Paso corto y vista larga

La probabilidad de que exconvergentes y republicanos permitan a Sánchez salvar el debate de totalidad de los Presupuestos es muy alta. Por el momento, se plantean dejar circular la propuesta de cuentas públicas en el Congreso sin comprometerse a darles el respaldo final. Se trata de ejecutar una política de paso corto y vista larga. Es decir, compromisos inmediatos observando el horizonte en el que aparece una recesión electoral de la izquierda española (PSOE y Podemos) y una emergencia de la derecha en sus distintas versiones, desde la extrema de Vox, a la dura del PP, pasando por la más templada de Ciudadanos. Pero, al margen de esas diferencias, ese bloque alternativo se comportaría como tal en la terapia política a Cataluña que sería terminante, muy alejada a la paliativa que ahora aplica Sánchez. Si el secesionismo y los socialistas pactan las cuentas, aunque solo sea para comprar tiempo, sellarán un acuerdo de legislatura.

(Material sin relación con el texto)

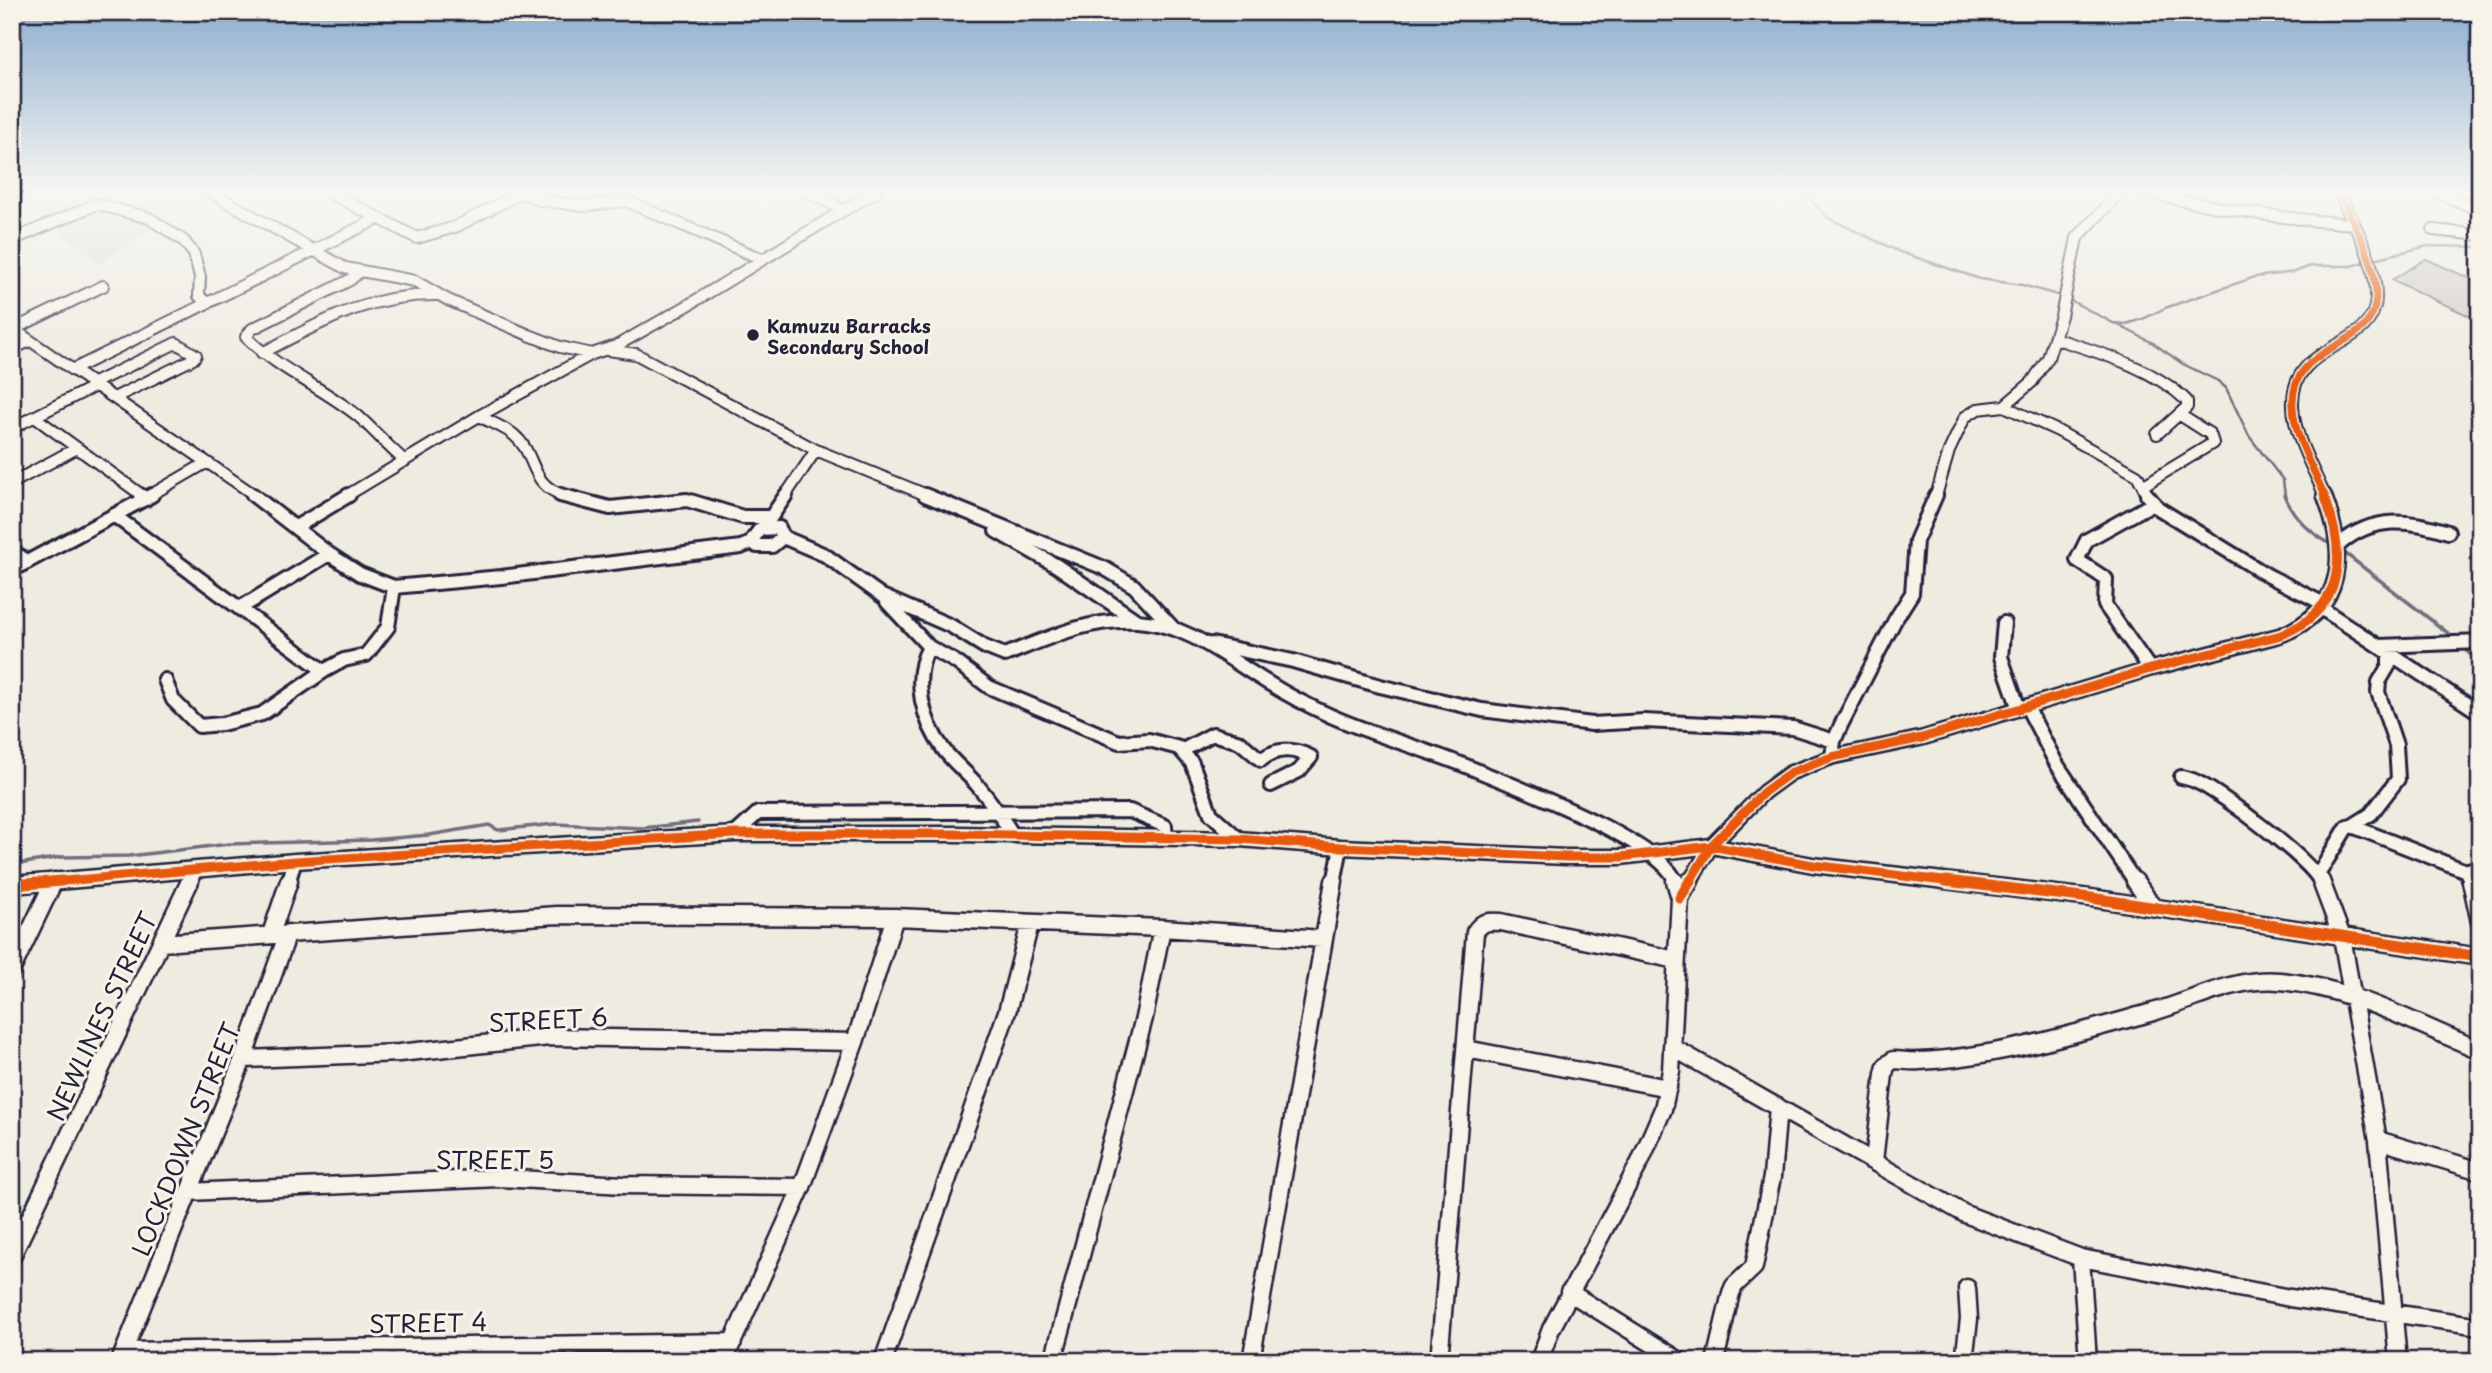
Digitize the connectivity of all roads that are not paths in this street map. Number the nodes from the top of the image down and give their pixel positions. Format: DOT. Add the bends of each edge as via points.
graph roads {
  1 [pos="195,256"];
  2 [pos="303,256"];
  3 [pos="325,256"];
  4 [pos="753,256"];
  5 [pos="768,256"];
  6 [pos="2073,256"];
  7 [pos="2367,256"];
  8 [pos="762,260"];
  9 [pos="359,271"];
  10 [pos="103,286"];
  11 [pos="439,295"];
  12 [pos="207,303"];
  13 [pos="13,328"];
  14 [pos="2054,338"];
  15 [pos="30,341"];
  16 [pos="12,349"];
  17 [pos="604,351"];
  18 [pos="262,353"];
  19 [pos="592,354"];
  20 [pos="72,370"];
  21 [pos="94,385"];
  22 [pos="114,398"];
  23 [pos="2004,406"];
  24 [pos="2180,415"];
  25 [pos="479,416"];
  26 [pos="36,418"];
  27 [pos="12,428"];
  28 [pos="2157,434"];
  29 [pos="77,448"];
  30 [pos="816,450"];
  31 [pos="405,461"];
  32 [pos="206,463"];
  33 [pos="12,483"];
  34 [pos="2144,485"];
  35 [pos="146,499"];
  36 [pos="2152,504"];
  37 [pos="115,516"];
  38 [pos="977,516"];
  39 [pos="771,517"];
  40 [pos="296,527"];
  41 [pos="764,528"];
  42 [pos="2448,532"];
  43 [pos="783,537"];
  44 [pos="753,542"];
  45 [pos="2340,544"];
  46 [pos="12,551"];
  47 [pos="329,554"];
  48 [pos="28,562"];
  49 [pos="12,570"];
  50 [pos="394,587"];
  51 [pos="882,596"];
  52 [pos="2322,606"];
  53 [pos="240,608"];
  54 [pos="1137,621"];
  55 [pos="2004,623"];
  56 [pos="1173,628"];
  57 [pos="1202,641"];
  58 [pos="2480,642"];
  59 [pos="929,647"];
  60 [pos="2385,650"];
  61 [pos="2150,669"];
  62 [pos="324,671"];
  63 [pos="165,680"];
  64 [pos="2023,708"];
  65 [pos="2480,713"];
  66 [pos="1834,741"];
  67 [pos="1182,750"];
  68 [pos="1832,757"];
  69 [pos="2181,777"];
  70 [pos="1271,785"];
  71 [pos="996,811"];
  72 [pos="2352,826"];
  73 [pos="735,834"];
  74 [pos="1013,835"];
  75 [pos="1166,838"];
  76 [pos="1239,839"];
  77 [pos="1711,846"];
  78 [pos="1341,847"];
  79 [pos="1652,854"];
  80 [pos="295,861"];
  81 [pos="2473,868"];
  82 [pos="195,871"];
  83 [pos="2318,875"];
  84 [pos="54,880"];
  85 [pos="12,885"];
  86 [pos="1680,898"];
  87 [pos="2153,907"];
  88 [pos="895,917"];
  89 [pos="2480,922"];
  90 [pos="1030,924"];
  91 [pos="1161,928"];
  92 [pos="288,933"];
  93 [pos="271,934"];
  94 [pos="2342,937"];
  95 [pos="1322,939"];
  96 [pos="161,943"];
  97 [pos="2480,957"];
  98 [pos="1676,960"];
  99 [pos="12,969"];
  100 [pos="2351,997"];
  101 [pos="855,1042"];
  102 [pos="1672,1047"];
  103 [pos="1466,1049"];
  104 [pos="2480,1049"];
  105 [pos="243,1059"];
  106 [pos="1668,1088"];
  107 [pos="1778,1107"];
  108 [pos="2378,1140"];
  109 [pos="1874,1161"];
  110 [pos="2480,1171"];
  111 [pos="802,1186"];
  112 [pos="189,1192"];
  113 [pos="12,1256"];
  114 [pos="2081,1258"];
  115 [pos="1967,1288"];
  116 [pos="1569,1292"];
  117 [pos="2392,1314"];
  118 [pos="2480,1326"];
  119 [pos="733,1342"];
  120 [pos="122,1356"];
  121 [pos="724,1361"];
  122 [pos="883,1361"];
  123 [pos="1053,1361"];
  124 [pos="1251,1361"];
  125 [pos="1439,1361"];
  126 [pos="1539,1361"];
  127 [pos="1680,1361"];
  128 [pos="1715,1361"];
  129 [pos="1964,1361"];
  130 [pos="2088,1361"];
  131 [pos="2398,1361"];
  1 -- 12 [label="street" via="199,296"];
  2 -- 12 [label="street"];
  3 -- 9 [label="street"];
  4 -- 8 [label="street"];
  5 -- 8 [label="street"];
  6 -- 14 [label="street"];
  7 -- 45 [label="street" via="2374,307 2347,340 2306,365 2292,400 2302,444"];
  8 -- 17 [label="street"];
  9 -- 11 [label="street" via="415,281"];
  9 -- 18 [label="street" via="350,281 248,332 247,340"];
  10 -- 13 [label="street"];
  11 -- 18 [label="street" via="401,294 368,300"];
  11 -- 19 [label="street" via="544,342"];
  12 -- 20 [label="street"];
  13 -- 15 [label="street"];
  14 -- 23 [label="street" via="2048,358 2032,382"];
  14 -- 24 [label="street" via="2173,387 2187,401"];
  15 -- 16 [label="street"];
  15 -- 20 [label="street"];
  17 -- 19 [label="street"];
  17 -- 30 [label="street" via="635,354"];
  18 -- 31 [label="street" via="358,416"];
  19 -- 25 [label="street"];
  20 -- 21 [label="street"];
  21 -- 22 [label="street"];
  21 -- 22 [label="street" via="173,344 196,355"];
  21 -- 26 [label="street"];
  22 -- 32 [label="street"];
  23 -- 34 [label="street" via="2109,459 2137,475"];
  23 -- 66 [label="street" via="1978,409 1965,417 1916,541 1912,593"];
  24 -- 28 [label="street"];
  24 -- 34 [label="street" via="2210,433 2214,443"];
  25 -- 31 [label="street"];
  25 -- 39 [label="street" via="514,435 530,455 535,475 557,494 610,508 687,500 743,517"];
  26 -- 27 [label="street"];
  26 -- 29 [label="street"];
  29 -- 33 [label="street"];
  29 -- 35 [label="street"];
  30 -- 38 [label="street"];
  30 -- 39 [label="street"];
  31 -- 40 [label="street"];
  32 -- 35 [label="street"];
  32 -- 40 [label="street"];
  34 -- 36 [label="street"];
  35 -- 37 [label="street"];
  36 -- 52 [label="street"];
  36 -- 61 [label="street" via="2087,540 2077,560 2106,579 2105,605"];
  37 -- 48 [label="street"];
  37 -- 53 [label="street"];
  38 -- 54 [label="street"];
  38 -- 56 [label="street" via="1104,568 1134,586"];
  39 -- 41 [label="street"];
  40 -- 47 [label="street"];
  41 -- 43 [label="street" via="779,528"];
  41 -- 44 [label="street" via="754,534"];
  42 -- 45 [label="street" via="2431,526 2374,524 2360,528"];
  43 -- 44 [label="street" via="769,547"];
  43 -- 51 [label="street" via="825,555"];
  44 -- 50 [label="street" via="610,564"];
  45 -- 52 [label="street" via="2340,571"];
  46 -- 48 [label="street"];
  47 -- 50 [label="street" via="360,574"];
  47 -- 53 [label="street"];
  48 -- 49 [label="street"];
  50 -- 62 [label="street" via="383,636 366,655"];
  51 -- 54 [label="street" via="1005,655 1081,625"];
  51 -- 59 [label="street"];
  52 -- 60 [label="street"];
  52 -- 61 [label="street" via="2292,631"];
  53 -- 62 [label="street"];
  54 -- 56 [label="street"];
  55 -- 64 [label="street" via="2000,667"];
  56 -- 57 [label="street"];
  57 -- 66 [label="street" via="1482,710 1592,724 1644,721 1793,728"];
  57 -- 79 [label="street" via="1326,713 1534,794"];
  58 -- 60 [label="street"];
  59 -- 67 [label="street" via="989,687 1119,742 1149,740"];
  59 -- 71 [label="street" via="921,657 919,675 923,704 940,746"];
  60 -- 65 [label="street"];
  60 -- 72 [label="street" via="2389,666 2378,692 2396,745 2398,779 2371,814"];
  61 -- 64 [label="street"];
  62 -- 63 [label="street" via="262,714 205,727 173,700"];
  64 -- 68 [label="street" via="1911,741"];
  64 -- 87 [label="street"];
  66 -- 68 [label="street"];
  67 -- 70 [label="street" via="1213,734 1240,742 1261,760 1268,752 1282,750 1311,757 1296,774"];
  67 -- 76 [label="street" via="1192,764 1207,808"];
  68 -- 77 [label="street" via="1776,782"];
  69 -- 83 [label="street" via="2214,792"];
  71 -- 73 [label="street" via="758,813"];
  71 -- 74 [label="street"];
  71 -- 75 [label="street" via="1130,811 1165,827"];
  72 -- 81 [label="street"];
  72 -- 83 [label="street" via="2347,827"];
  73 -- 74 [label="street"];
  73 -- 80 [label="street"];
  74 -- 75 [label="street"];
  75 -- 76 [label="street"];
  76 -- 78 [label="street"];
  77 -- 79 [label="street"];
  77 -- 86 [label="street"];
  77 -- 87 [label="street" via="1814,864"];
  78 -- 79 [label="street" via="1566,857"];
  78 -- 95 [label="street"];
  79 -- 86 [label="street" via="1674,876"];
  80 -- 82 [label="street"];
  80 -- 93 [label="street"];
  81 -- 89 [label="street" via="2470,876"];
  82 -- 84 [label="street"];
  82 -- 96 [label="street, NEWLINES STREET"];
  83 -- 94 [label="street"];
  84 -- 85 [label="street"];
  84 -- 99 [label="street"];
  86 -- 98 [label="street"];
  87 -- 94 [label="street"];
  88 -- 90 [label="street"];
  88 -- 92 [label="street" via="557,915"];
  88 -- 101 [label="street"];
  90 -- 91 [label="street"];
  90 -- 122 [label="street" via="1007,1012"];
  91 -- 95 [label="street"];
  91 -- 123 [label="street" via="1144,1018"];
  92 -- 93 [label="street"];
  92 -- 105 [label="street, LOCKDOWN STREET"];
  93 -- 96 [label="street"];
  94 -- 97 [label="street"];
  94 -- 100 [label="street"];
  95 -- 124 [label="street"];
  96 -- 113 [label="street, NEWLINES STREET"];
  98 -- 102 [label="street"];
  98 -- 103 [label="street" via="1501,922 1480,924 1475,932"];
  100 -- 104 [label="street"];
  100 -- 108 [label="street"];
  100 -- 109 [label="street" via="2309,984 2249,982 2155,1011 1981,1053 1921,1062 1893,1060 1884,1074"];
  101 -- 105 [label="street, STREET 6" via="550,1037 399,1053"];
  101 -- 111 [label="street"];
  102 -- 106 [label="street"];
  102 -- 107 [label="street"];
  103 -- 106 [label="street"];
  103 -- 125 [label="street"];
  105 -- 112 [label="street, LOCKDOWN STREET"];
  106 -- 116 [label="street" via="1640,1162"];
  107 -- 109 [label="street"];
  107 -- 128 [label="street" via="1772,1177 1754,1267 1731,1293"];
  108 -- 110 [label="street"];
  108 -- 117 [label="street"];
  109 -- 114 [label="street" via="1965,1214"];
  111 -- 112 [label="street, STREET 5" via="624,1185 499,1178"];
  111 -- 119 [label="street"];
  112 -- 120 [label="street, LOCKDOWN STREET"];
  114 -- 117 [label="street"];
  114 -- 130 [label="street"];
  115 -- 129 [label="street"];
  116 -- 126 [label="street"];
  116 -- 127 [label="street"];
  117 -- 118 [label="street"];
  117 -- 131 [label="street"];
  119 -- 120 [label="street, STREET 4"];
  119 -- 121 [label="street"];
}
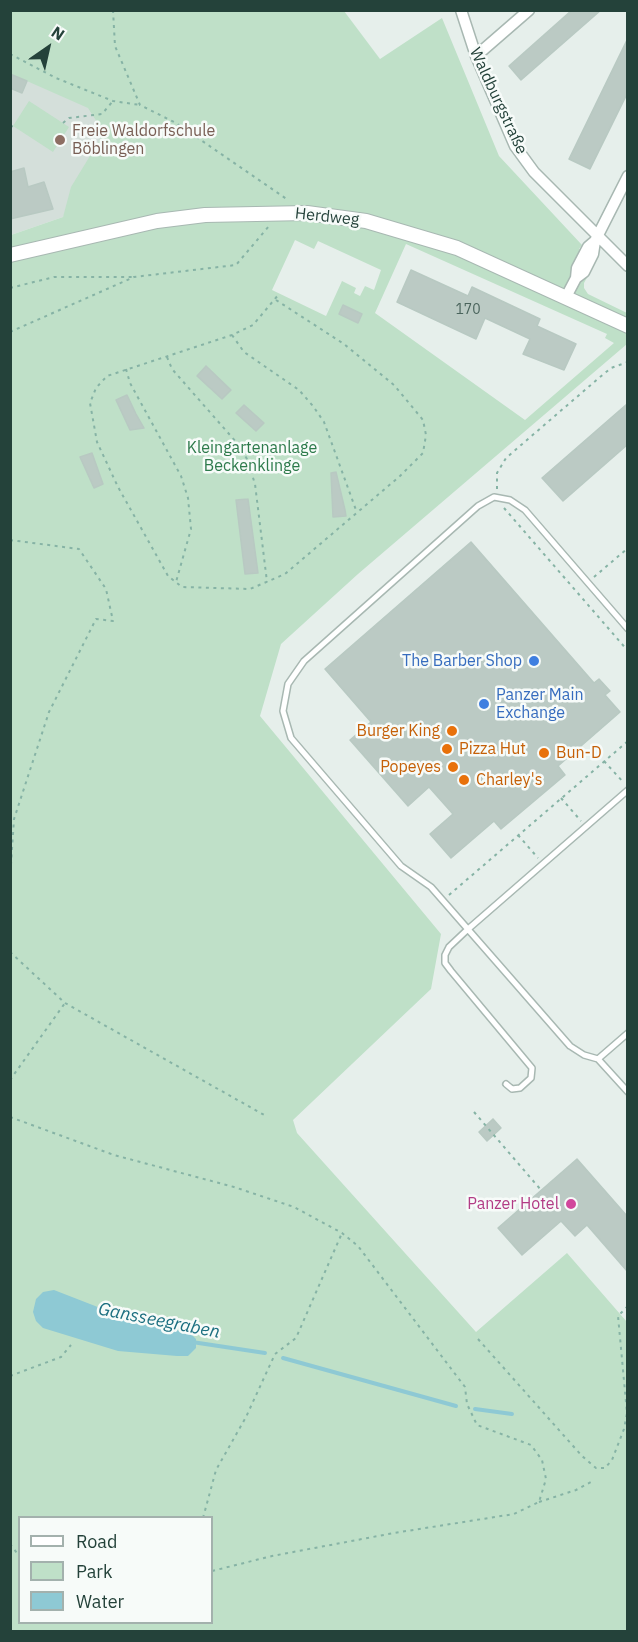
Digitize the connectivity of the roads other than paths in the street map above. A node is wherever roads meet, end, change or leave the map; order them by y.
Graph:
1 (460, 10) edge
2 (530, 10) edge
3 (476, 56) junction
4 (627, 176) edge
5 (596, 239) junction
6 (10, 255) edge
7 (627, 266) edge
8 (566, 301) junction
9 (627, 326) edge
10 (627, 629) edge
11 (627, 789) edge
12 (467, 930) junction
13 (627, 1033) edge
14 (598, 1059) junction
15 (506, 1084) dead end
16 (627, 1092) edge

1 - 3 street, Waldburgstraße
2 - 3 street
3 - 5 street, Waldburgstraße
4 - 5 street
5 - 7 street, Waldburgstraße
5 - 8 street
6 - 8 street, Herdweg
8 - 9 street, Herdweg
10 - 12 lane
11 - 12 lane
12 - 14 lane
12 - 15 lane
13 - 14 lane
14 - 16 lane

El disenso que han ofrecido esas tres fuerzas políticas en la articulación de un pacto para gobernar Andalucía no afectaría al tratamiento político y legal que aplicarían a la crisis catalana. La derecha, en sus diferentes versiones, se percibe unitaria en el mantenimiento sin contemplaciones de la unidad territorial del Estado y, por lo tanto, en la aplicación de medidas que la preserven en una Cataluña en la que el fenómeno separatista -aun en el desconcierto de los dirigentes secesionistas- se muestra persistente.

Miedo en el horizonte

Entre Sánchez y Pablo Iglesias, y Pablo Casado y Albert Rivera, los independentistas no tienen la más mínima duda: prolongar tanto cuanto se pueda el mandato del secretario general del PSOE soportando, incluso, la enorme presión del proceso penal en la Sala Segunda del Supremo cuyas sesiones en febrero coincidirán con el debate de totalidad de los Presupuestos. No será fácil permitir que las cuentas públicas de Sánchez se tramiten en coincidencia con los interrogatorios de los 12 acusados por los hechos de septiembre y octubre del 2017 en Cataluña, pero -a salvo de que Carles Puigdemont y Quim Torra intenten una maniobra dinamitera- en la Moncloa se cree que Joan Tardà y Carles Campuzano sabrán soportar la presión.

El miedo guarda la viña, pero entramos en una fase de fortísimo estrés político porque, para el presidente, negociar las cuentas con los independentistas es un hándicap importante en una España en la que se proyecta con fuerza la sombra del ultranacionalismo español que tiene mucho de respuesta al catalán. Para los secesionistas, los riesgos no son menores porque sectores amplios del movimiento -la ANC y la CUP por ejemplo, pero no solo- mantienen planteamientos de máximos: unilateralidad, movilizaciones, internacionalización de sus objetivos y relación a cara de perro con el Estado.

El temor es un sentimiento extremadamente conservador y llega a resultar paralizante. Cuando no se sabe cuál es el paso siguiente, ni qué ocurrirá mañana ni de qué modo podrían reaccionar los electorados, la apuesta más segura consiste en dejar las cosas como están, en prolongar, aunque sea de modo precario, el estatus quo. En otras palabras: socialistas e independentistas se refugian en la habitación del pánico ante la posible entrada en las zonas de poder de una derecha en tres versiones, una de ellas (Vox) con una acreditada capacidad para tensionar el ambiente, aglutinar a los cabreados (que son muchos) y condicionar a sus posibles compañeros de viaje.

El independentismo catalán está demasiado débil como para soportar a una derecha de esas características. Sánchez es la opción, de momento. Y Sánchez lo sabe. E incluso baraja que, al final, el soberanismo catalán le apruebe las cuentas para alcanzar junio del 2020. El presidente ha comenzado un road show para lograrlo. Y nada es ya imposible en la política española. Aunque un posible acuerdo presupuestario como el que plantea el Gobierno sea de alto riesgo para sus firmantes.